> **EXERCISE DESCRIPTION**
Here are some records; copy every line that holds the word "above".
RECORDED DATA Start Marker
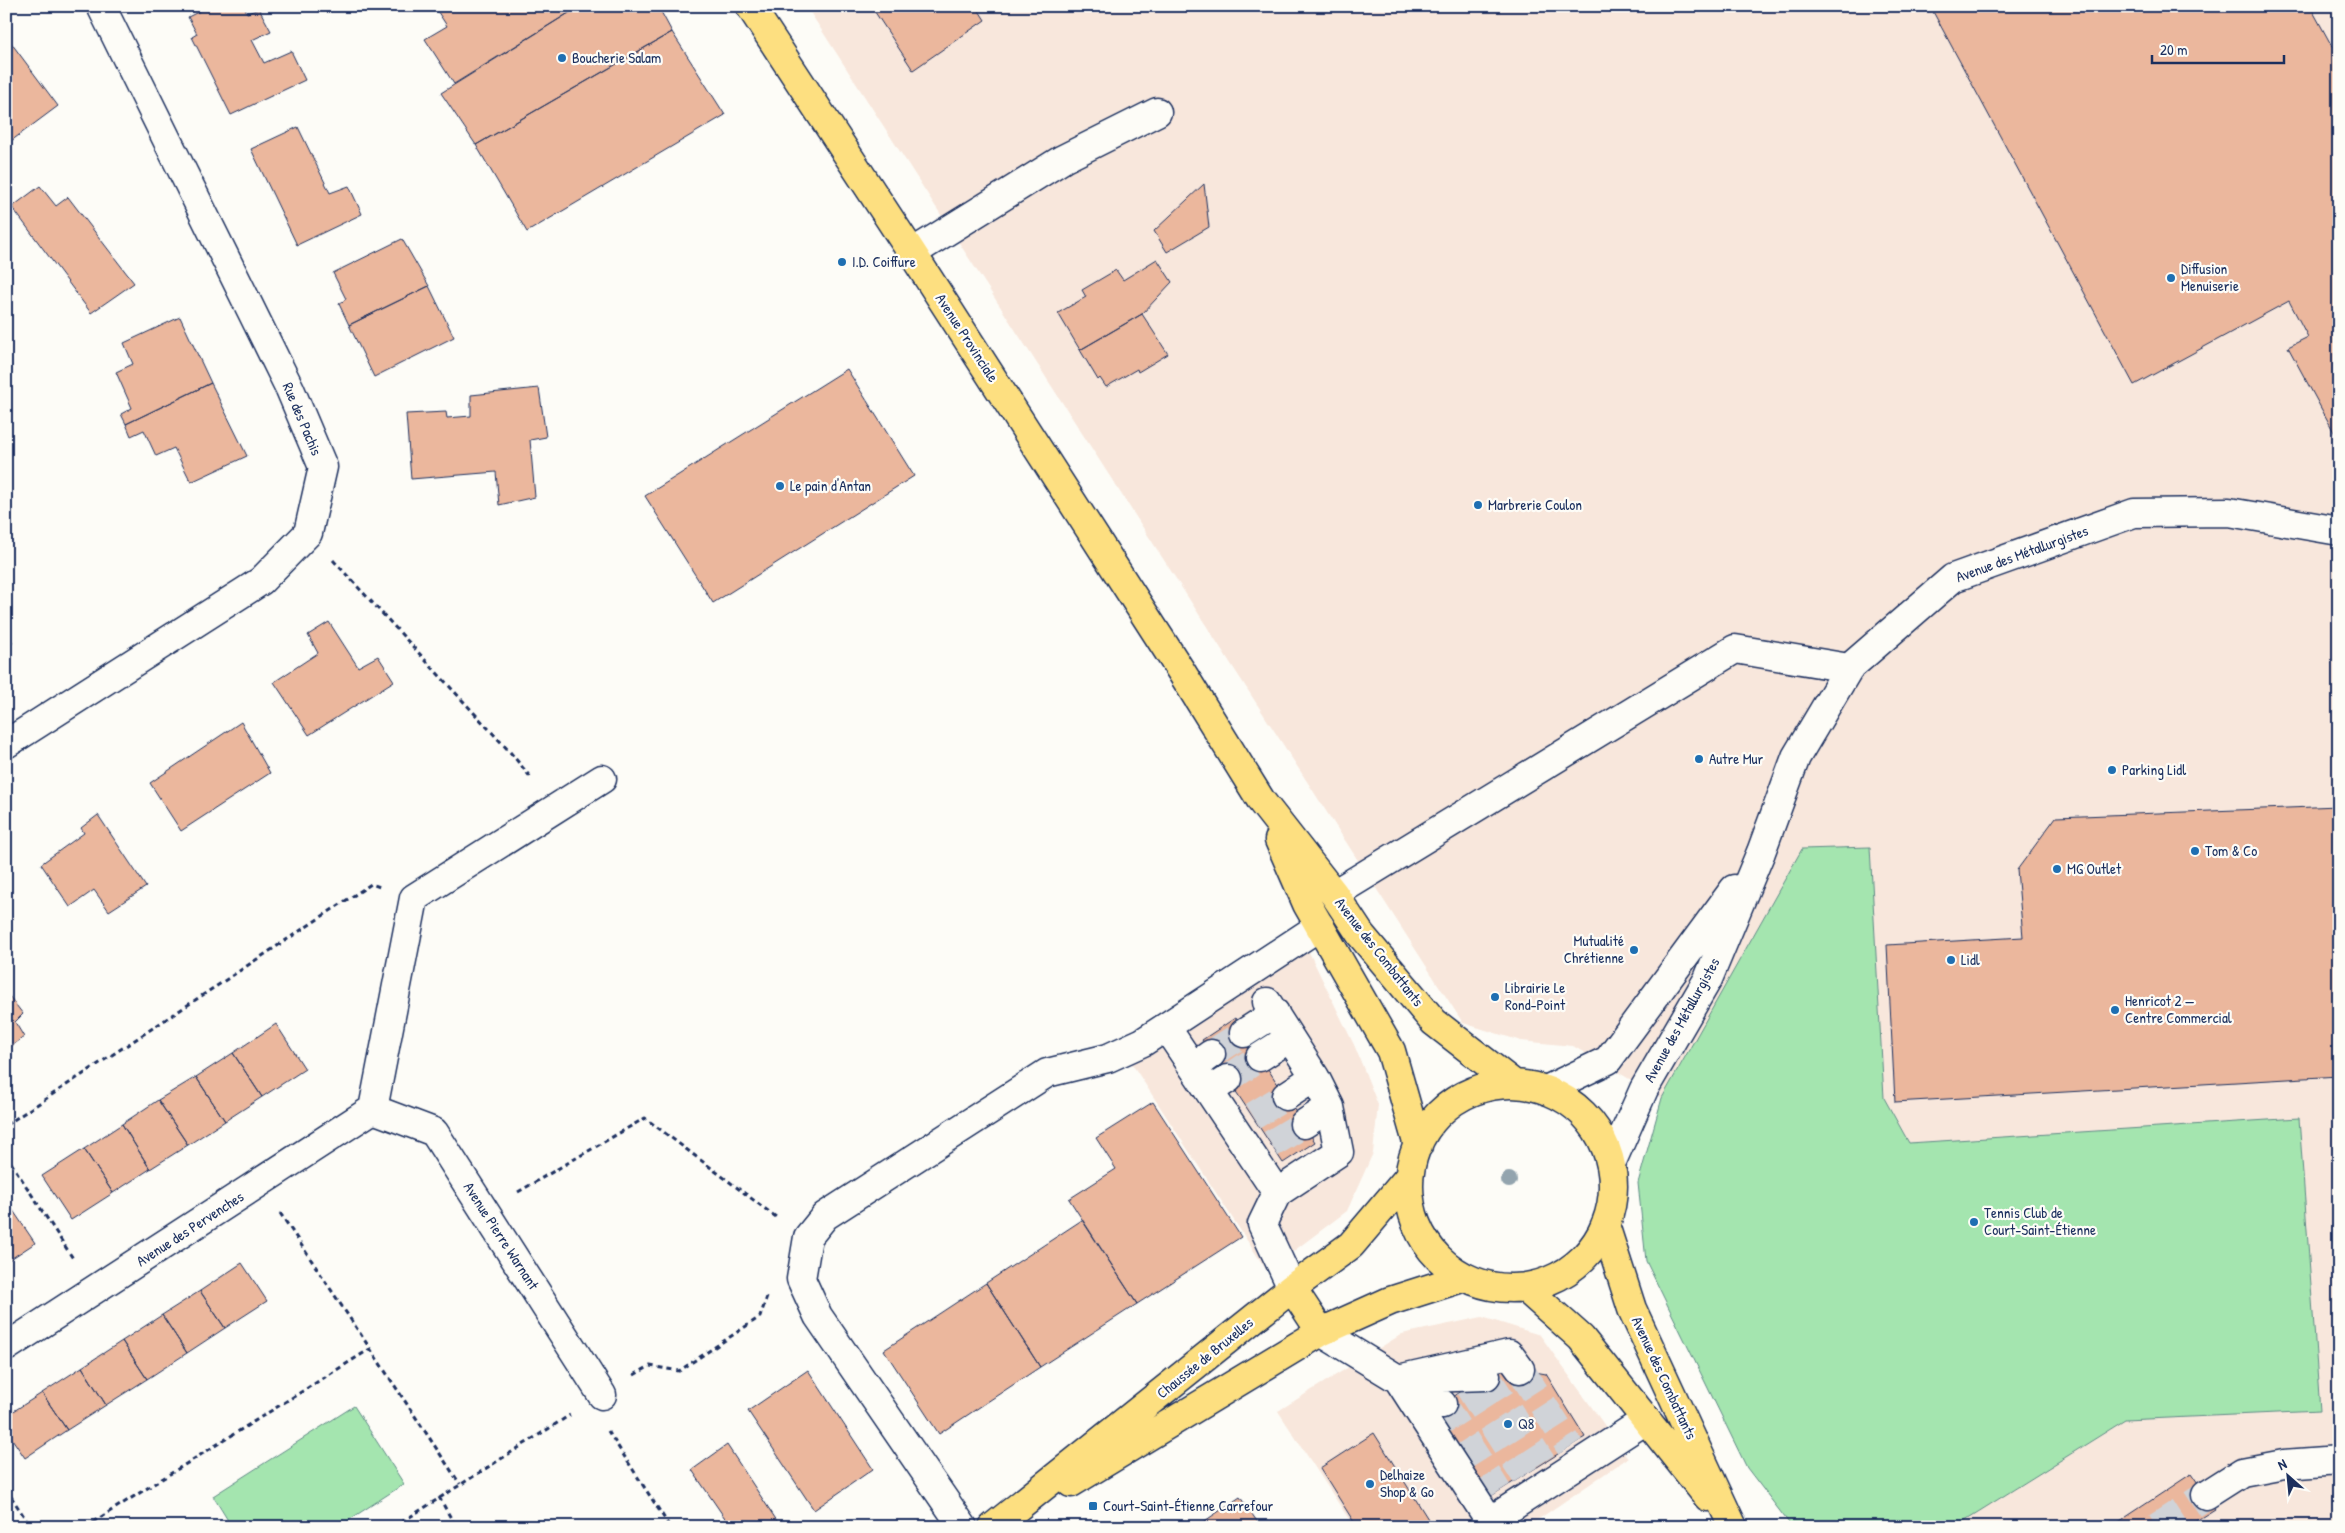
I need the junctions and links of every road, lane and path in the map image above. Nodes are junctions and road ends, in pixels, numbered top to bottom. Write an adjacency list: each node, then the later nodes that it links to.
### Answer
RECORDED DATA End Marker
RECORDED DATA Start Marker
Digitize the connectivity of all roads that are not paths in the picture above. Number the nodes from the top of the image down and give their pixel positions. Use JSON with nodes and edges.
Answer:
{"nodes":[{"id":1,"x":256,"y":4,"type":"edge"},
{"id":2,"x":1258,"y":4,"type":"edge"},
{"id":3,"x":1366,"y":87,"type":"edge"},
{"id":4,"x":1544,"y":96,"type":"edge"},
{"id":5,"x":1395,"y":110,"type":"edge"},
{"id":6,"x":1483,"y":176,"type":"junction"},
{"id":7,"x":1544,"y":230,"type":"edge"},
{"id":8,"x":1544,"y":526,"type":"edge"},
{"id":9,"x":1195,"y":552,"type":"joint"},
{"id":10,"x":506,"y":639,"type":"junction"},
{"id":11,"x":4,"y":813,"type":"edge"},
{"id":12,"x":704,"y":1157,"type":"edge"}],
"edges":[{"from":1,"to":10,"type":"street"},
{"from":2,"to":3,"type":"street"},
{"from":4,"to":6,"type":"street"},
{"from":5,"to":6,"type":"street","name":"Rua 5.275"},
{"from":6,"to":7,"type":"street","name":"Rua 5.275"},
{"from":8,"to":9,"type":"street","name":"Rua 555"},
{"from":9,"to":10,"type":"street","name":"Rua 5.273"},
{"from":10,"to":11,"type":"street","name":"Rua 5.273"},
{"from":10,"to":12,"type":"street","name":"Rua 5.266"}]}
RECORDED DATA End Marker
> **RESULT OF THIS TASK**
I need the junctions and links of every road, lane and path in the map image above. Nodes are junctions and road ends, in pixels, numbered top to bottom. Write an adjacency list: each node, then the later nodes that it links to.
Digitize the connectivity of all roads that are not paths in the picture above. Number the nodes from the top of the image down and give their pixel positions. Use JSON with nodes and edges.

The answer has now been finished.